April 23, 2014 was the 450th birthday of William Shakespeare, the man who may well be responsible for Shakespeare’s incomparable oeuvre of plays, sonnets, and narrative poems. It was also the second anniversary of this blawg. I failed to mark the occasion because I was busy doing things of no particular importance to the world at large. But the good news is that Will’s celebration is going to continue for some time. The Globe Theatre, for instance, will be engaged in a year-long audacious tribute that will involve performing Hamlet in every country!

Meanwhile, a Seattle-based theater critic recently garnered considerable attention with an article that argues, among other things, that undue reverence for/reliance on The Bard is one of the things killing theater itself. See Ten Things Theaters Need to Do Right Now to Save Themselves In No Particular Order by Brendan Kiley. Kiley’s ten recommendations start with the entreaty that gives this post its name: “Enough with the goddamned Shakespeare already.” While Kiley accepts that Shakespeare was indeed the greatest playwright ever, he argues that Shakespeare’s work has become a crutch, something theater companies turn to when they have no fresh ideas. He insists that a five-year ban on “high schoolers pecking at Romeo and Juliet,” “NEA funding for Shakespeare in the heartland,” and “fringe companies trying to ennoble themselves with Hamlet” would do the entire art form a world of good.

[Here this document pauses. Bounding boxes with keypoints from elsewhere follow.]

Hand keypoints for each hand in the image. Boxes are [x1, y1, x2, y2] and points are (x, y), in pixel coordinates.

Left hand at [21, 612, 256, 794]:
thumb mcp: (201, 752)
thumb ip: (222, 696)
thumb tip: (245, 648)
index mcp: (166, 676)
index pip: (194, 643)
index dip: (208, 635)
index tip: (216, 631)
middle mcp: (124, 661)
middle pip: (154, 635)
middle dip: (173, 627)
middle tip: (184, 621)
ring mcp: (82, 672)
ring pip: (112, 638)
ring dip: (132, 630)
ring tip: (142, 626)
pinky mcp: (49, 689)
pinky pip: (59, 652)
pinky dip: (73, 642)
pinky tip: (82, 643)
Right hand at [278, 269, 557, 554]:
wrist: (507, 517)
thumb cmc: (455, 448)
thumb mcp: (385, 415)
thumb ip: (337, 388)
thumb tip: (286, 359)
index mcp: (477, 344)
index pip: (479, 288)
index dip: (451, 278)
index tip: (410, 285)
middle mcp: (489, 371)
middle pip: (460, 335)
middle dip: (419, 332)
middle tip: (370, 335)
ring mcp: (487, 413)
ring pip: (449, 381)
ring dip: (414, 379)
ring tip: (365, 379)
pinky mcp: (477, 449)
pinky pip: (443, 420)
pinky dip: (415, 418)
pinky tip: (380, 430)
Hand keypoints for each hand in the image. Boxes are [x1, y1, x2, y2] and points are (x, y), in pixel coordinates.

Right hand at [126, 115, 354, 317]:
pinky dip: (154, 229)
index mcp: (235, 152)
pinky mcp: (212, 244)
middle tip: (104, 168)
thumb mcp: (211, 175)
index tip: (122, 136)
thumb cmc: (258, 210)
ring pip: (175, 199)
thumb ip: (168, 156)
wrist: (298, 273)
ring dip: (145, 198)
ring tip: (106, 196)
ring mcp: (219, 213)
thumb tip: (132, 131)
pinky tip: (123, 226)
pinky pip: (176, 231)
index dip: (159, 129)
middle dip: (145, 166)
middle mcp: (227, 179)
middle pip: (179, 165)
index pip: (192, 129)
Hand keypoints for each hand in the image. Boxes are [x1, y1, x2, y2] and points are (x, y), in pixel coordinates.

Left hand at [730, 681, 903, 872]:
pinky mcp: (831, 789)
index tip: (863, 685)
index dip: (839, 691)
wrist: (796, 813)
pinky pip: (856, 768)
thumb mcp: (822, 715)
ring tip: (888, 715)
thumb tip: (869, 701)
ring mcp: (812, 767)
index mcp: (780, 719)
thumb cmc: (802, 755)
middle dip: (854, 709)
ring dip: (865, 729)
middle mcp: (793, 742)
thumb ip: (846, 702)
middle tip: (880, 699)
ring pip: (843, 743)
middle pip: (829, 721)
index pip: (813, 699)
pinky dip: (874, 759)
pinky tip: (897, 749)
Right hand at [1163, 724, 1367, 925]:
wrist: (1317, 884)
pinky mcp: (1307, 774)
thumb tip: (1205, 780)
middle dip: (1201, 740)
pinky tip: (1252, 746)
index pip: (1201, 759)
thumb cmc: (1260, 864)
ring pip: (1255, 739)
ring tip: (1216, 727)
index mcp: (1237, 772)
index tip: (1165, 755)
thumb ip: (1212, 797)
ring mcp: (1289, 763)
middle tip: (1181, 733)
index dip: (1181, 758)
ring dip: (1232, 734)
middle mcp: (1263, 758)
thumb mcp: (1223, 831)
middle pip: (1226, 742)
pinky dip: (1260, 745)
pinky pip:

I tend to agree that Shakespeare often seems to be a “crutch” for theaters—a means to ensure that at least one show in their season will result in substantial ticket sales because educators and parents can be counted on to step up and bus in the kids for the latter’s edification. Shakespeare in such instances is often served up like over-cooked collard greens or dry bran muffins. Which is probably not the most effective means to transform picky eaters into adventurous, passionate gourmands. . . . But there you have it. Theater is, as Kiley notes, on life support.
Among Kiley’s other recommendations, however, lies a hint about how a Shakespearean approach, at its best, could enliven a languishing medium. Kiley suggests that theaters should offer “Boors' night out”—at least one performance of each run when the audience is encouraged to participate on its own terms. This practice was routine in Elizabethan theater—where groundlings drank, heckled, hurled vegetables, barked directives and encouragement to the actors, sang along, and otherwise insisted on being a dynamic part of the action. A work of theater cannot feel like an ossified museum piece when the atmosphere is more like a day at Woodstock then a night at The Metropolitan Opera.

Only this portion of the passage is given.